About this exercise |
Some lines hold the string "College". Copy all of them from the material that follows.
[Source data Boundary: Start]
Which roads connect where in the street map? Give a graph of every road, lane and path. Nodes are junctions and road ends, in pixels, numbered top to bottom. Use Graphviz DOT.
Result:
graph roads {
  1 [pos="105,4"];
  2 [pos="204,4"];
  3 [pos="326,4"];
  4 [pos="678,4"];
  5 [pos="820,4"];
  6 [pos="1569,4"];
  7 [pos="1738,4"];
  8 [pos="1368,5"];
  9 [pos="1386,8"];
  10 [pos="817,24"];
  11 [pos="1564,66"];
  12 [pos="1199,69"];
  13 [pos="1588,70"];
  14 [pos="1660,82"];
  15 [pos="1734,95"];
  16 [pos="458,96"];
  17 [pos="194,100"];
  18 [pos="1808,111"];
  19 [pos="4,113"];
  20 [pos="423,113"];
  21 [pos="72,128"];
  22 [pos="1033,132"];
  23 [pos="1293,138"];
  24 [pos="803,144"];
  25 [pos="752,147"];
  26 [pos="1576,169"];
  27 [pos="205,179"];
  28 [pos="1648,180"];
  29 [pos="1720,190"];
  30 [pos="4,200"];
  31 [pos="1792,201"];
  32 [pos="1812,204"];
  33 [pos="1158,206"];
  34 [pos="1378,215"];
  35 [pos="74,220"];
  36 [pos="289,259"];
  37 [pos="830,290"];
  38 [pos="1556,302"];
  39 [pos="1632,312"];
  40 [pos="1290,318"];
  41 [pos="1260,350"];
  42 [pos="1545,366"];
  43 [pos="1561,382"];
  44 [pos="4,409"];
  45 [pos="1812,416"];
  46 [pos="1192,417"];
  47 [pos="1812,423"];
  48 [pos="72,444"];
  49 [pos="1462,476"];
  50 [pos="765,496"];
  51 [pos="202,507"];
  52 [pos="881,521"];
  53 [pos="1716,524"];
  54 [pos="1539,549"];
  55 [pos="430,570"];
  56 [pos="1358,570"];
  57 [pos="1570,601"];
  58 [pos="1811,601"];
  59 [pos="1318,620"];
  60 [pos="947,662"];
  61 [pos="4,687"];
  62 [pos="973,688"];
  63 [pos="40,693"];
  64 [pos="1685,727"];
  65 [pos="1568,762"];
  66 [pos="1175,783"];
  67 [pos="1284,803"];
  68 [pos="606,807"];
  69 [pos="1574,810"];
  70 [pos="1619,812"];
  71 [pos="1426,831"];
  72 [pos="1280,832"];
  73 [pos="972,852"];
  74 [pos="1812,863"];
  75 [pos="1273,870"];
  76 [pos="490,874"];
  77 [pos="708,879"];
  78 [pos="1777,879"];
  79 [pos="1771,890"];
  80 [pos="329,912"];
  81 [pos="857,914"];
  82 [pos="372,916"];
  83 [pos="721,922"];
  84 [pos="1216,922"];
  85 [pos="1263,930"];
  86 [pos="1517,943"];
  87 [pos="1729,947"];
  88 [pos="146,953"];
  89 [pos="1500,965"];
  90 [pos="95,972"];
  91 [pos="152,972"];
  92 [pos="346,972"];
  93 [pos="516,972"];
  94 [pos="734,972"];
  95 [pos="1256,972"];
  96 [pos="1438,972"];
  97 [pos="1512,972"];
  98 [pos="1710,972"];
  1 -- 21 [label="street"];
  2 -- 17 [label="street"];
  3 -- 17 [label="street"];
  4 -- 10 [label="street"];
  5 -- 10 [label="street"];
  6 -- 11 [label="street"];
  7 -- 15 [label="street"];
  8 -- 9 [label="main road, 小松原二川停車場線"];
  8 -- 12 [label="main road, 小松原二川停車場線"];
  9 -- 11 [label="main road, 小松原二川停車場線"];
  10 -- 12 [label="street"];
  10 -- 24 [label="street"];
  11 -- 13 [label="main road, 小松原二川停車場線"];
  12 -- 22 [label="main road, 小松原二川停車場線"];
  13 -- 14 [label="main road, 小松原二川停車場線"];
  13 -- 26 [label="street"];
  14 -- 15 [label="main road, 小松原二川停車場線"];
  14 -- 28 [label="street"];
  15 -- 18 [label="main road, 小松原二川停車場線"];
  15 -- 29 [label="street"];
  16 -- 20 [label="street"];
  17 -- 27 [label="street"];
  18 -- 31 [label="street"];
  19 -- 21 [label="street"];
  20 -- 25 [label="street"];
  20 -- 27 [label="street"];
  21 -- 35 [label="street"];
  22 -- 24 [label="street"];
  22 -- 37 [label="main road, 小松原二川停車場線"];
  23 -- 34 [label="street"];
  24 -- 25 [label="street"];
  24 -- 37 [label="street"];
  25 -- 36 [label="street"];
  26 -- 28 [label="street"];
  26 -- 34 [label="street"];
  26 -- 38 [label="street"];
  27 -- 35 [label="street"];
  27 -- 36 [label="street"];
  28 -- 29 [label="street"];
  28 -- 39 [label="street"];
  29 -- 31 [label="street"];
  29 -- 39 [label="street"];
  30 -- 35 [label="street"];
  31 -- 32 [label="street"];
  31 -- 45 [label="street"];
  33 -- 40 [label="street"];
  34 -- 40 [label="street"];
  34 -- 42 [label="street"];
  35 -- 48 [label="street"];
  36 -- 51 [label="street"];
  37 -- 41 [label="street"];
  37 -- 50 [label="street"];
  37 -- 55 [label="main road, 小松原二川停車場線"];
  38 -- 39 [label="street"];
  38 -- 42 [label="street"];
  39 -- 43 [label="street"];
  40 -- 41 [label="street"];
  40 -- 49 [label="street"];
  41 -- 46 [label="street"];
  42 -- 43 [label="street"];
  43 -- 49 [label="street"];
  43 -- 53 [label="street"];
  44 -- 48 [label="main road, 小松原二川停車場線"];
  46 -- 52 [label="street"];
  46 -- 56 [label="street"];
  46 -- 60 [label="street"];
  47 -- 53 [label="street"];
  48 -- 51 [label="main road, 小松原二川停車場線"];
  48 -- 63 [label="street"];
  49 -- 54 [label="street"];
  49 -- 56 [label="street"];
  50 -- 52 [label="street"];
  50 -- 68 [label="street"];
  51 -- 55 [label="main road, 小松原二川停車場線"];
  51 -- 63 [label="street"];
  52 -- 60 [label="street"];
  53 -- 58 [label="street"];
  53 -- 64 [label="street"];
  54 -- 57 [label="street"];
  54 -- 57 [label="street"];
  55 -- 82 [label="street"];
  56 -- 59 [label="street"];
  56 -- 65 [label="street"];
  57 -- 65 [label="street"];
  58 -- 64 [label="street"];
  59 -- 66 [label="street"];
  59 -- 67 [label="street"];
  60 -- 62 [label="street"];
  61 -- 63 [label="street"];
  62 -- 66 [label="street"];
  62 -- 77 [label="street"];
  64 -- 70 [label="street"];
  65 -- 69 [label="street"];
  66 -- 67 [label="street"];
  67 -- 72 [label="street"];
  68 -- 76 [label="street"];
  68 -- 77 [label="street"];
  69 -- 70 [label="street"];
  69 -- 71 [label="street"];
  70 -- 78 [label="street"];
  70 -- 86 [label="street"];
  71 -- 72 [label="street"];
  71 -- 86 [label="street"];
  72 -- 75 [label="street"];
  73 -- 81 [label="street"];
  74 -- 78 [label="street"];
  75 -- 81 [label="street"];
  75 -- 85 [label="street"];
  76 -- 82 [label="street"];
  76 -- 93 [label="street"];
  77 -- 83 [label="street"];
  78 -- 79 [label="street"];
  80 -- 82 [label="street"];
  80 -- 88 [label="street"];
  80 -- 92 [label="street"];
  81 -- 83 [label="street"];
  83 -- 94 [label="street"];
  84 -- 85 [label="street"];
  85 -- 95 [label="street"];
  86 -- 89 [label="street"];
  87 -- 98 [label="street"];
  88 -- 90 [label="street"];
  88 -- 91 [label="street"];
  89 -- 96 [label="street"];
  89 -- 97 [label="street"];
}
[Source data Boundary: End]
[Source data Boundary: Start]
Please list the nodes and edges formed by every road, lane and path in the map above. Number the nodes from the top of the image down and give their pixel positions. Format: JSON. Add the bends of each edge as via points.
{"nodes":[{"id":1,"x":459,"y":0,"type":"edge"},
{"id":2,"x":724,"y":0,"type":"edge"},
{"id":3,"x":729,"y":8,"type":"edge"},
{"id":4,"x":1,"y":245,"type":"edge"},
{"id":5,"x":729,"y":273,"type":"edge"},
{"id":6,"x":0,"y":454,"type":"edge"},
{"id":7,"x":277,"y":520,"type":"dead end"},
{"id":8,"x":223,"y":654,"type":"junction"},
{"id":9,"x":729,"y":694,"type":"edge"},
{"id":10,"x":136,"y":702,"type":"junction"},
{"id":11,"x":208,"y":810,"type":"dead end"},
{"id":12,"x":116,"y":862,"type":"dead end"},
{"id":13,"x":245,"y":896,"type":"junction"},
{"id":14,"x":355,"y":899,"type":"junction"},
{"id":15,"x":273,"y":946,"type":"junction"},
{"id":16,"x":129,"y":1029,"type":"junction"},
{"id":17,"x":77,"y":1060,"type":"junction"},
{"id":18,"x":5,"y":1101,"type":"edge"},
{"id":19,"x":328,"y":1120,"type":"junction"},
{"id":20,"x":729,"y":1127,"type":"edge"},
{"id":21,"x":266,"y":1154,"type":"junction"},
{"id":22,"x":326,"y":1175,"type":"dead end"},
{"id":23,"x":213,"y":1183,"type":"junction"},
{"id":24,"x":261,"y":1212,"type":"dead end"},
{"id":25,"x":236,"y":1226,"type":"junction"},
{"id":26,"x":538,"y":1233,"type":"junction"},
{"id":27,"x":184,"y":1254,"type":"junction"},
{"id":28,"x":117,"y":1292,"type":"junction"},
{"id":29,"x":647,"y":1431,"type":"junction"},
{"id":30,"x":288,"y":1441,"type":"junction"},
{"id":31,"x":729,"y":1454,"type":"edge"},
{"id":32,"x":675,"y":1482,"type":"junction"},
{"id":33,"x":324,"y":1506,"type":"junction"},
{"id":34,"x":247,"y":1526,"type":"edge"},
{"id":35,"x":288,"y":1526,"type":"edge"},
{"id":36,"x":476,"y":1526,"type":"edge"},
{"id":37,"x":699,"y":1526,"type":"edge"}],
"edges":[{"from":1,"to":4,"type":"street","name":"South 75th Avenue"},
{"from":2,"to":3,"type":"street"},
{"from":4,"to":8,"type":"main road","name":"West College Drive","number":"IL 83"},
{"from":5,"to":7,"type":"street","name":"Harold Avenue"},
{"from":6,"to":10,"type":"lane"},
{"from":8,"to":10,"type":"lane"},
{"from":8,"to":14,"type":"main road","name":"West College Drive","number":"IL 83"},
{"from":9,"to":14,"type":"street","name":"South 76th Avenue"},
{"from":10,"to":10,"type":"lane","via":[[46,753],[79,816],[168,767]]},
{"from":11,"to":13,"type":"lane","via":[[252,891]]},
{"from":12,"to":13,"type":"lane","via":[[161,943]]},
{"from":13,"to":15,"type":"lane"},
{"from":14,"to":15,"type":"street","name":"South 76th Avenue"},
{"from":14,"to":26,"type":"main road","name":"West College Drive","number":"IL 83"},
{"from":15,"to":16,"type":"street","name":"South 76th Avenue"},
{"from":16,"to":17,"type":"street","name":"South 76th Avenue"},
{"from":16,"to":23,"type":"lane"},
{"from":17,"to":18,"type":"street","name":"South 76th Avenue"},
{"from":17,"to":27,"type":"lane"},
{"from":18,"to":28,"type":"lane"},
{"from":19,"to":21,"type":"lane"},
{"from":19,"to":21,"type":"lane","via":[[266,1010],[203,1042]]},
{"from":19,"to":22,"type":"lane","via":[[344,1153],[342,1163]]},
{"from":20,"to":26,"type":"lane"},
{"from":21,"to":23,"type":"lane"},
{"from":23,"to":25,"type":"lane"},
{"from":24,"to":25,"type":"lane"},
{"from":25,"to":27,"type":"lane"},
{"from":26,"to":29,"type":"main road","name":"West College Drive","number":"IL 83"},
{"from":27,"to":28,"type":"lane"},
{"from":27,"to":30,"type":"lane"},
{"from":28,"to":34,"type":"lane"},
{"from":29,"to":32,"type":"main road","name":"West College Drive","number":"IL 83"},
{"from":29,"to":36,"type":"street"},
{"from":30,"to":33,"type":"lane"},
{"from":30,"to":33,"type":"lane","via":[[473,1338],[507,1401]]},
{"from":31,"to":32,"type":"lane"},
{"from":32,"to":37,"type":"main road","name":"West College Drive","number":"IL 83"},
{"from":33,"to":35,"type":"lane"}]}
[Source data Boundary: End]
[Source data Boundary: Start]
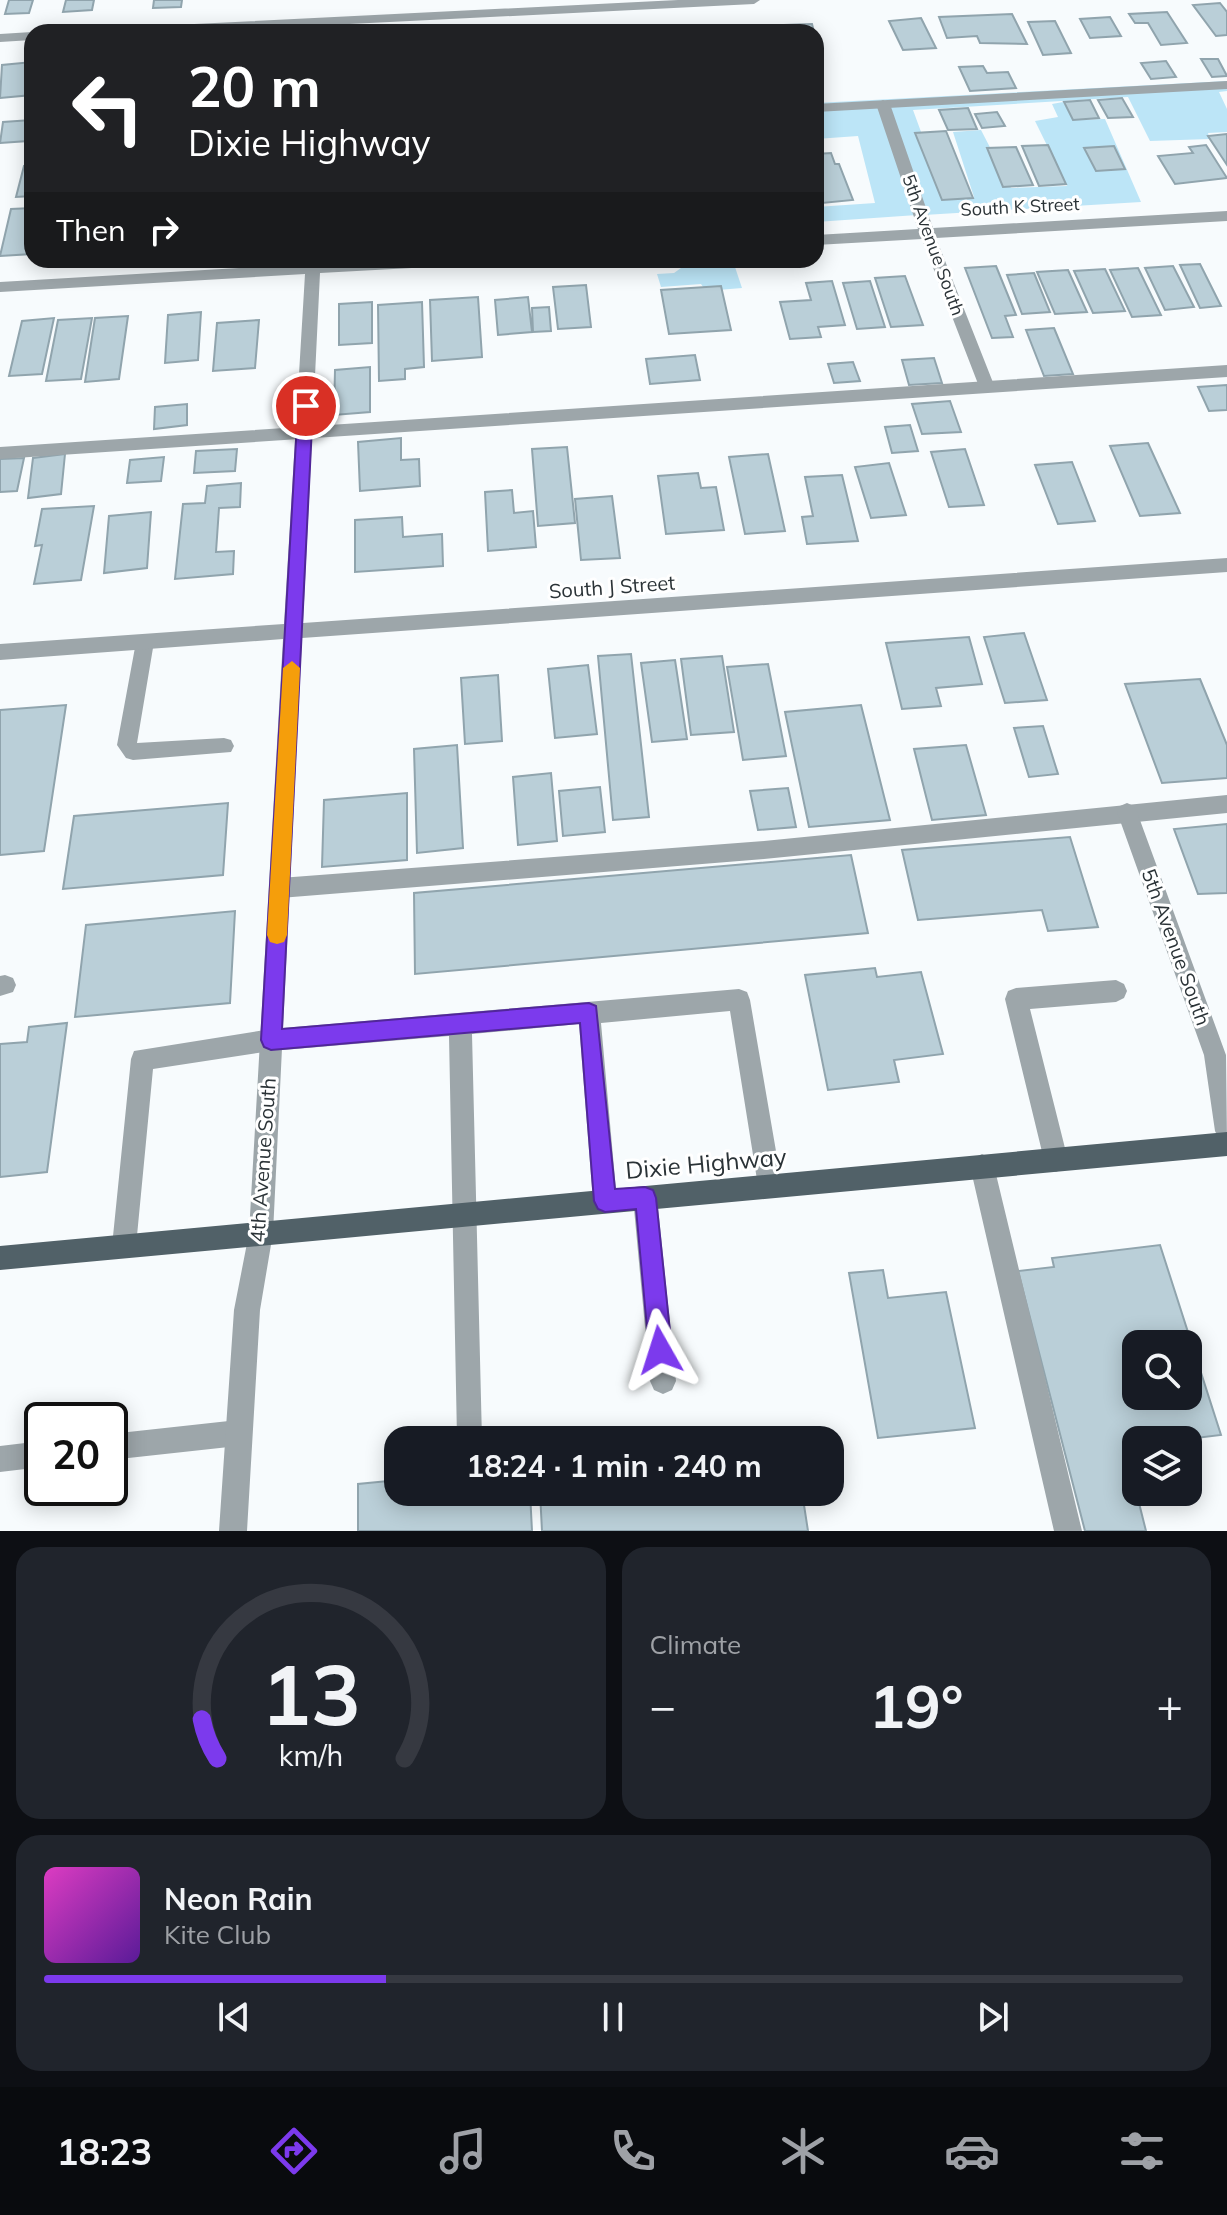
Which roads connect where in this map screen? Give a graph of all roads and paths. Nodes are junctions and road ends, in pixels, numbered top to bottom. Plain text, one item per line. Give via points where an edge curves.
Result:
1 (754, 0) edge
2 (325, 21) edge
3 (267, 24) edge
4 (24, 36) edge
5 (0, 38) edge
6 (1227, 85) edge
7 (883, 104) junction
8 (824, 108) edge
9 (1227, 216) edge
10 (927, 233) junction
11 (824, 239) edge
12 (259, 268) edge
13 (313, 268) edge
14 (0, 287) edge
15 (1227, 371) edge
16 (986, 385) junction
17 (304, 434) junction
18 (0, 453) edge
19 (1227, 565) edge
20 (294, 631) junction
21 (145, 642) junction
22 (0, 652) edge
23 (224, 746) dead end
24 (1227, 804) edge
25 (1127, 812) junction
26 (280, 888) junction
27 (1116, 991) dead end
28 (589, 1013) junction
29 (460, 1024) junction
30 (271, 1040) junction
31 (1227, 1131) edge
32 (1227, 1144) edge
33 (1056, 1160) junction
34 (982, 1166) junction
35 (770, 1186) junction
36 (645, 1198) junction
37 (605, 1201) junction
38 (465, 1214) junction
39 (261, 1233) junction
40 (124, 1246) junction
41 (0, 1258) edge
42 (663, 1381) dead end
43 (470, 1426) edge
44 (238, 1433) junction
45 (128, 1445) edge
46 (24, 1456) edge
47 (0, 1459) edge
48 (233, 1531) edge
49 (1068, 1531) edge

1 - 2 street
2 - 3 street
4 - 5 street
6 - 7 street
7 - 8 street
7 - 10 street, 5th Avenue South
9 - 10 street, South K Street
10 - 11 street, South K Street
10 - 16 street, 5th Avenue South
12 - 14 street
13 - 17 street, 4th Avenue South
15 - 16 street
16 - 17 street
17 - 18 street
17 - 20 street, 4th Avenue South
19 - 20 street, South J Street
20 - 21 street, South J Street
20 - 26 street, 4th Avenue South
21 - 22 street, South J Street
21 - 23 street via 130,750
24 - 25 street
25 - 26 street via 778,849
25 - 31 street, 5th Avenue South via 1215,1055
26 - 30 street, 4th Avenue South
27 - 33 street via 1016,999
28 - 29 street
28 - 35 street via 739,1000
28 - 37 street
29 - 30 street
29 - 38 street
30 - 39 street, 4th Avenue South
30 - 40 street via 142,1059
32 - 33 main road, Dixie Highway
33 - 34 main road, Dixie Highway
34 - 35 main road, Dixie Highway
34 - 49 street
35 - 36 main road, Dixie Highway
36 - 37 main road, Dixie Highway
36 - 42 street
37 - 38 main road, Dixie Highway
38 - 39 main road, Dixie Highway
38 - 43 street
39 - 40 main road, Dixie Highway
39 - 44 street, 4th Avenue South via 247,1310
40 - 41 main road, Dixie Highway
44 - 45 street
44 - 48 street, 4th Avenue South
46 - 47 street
[Source data Boundary: End]
Exercise solution |
{"from":4,"to":8,"type":"main road","name":"West College Drive","number":"IL 83"},
{"from":8,"to":14,"type":"main road","name":"West College Drive","number":"IL 83"},
{"from":14,"to":26,"type":"main road","name":"West College Drive","number":"IL 83"},
{"from":26,"to":29,"type":"main road","name":"West College Drive","number":"IL 83"},
{"from":29,"to":32,"type":"main road","name":"West College Drive","number":"IL 83"},
{"from":32,"to":37,"type":"main road","name":"West College Drive","number":"IL 83"},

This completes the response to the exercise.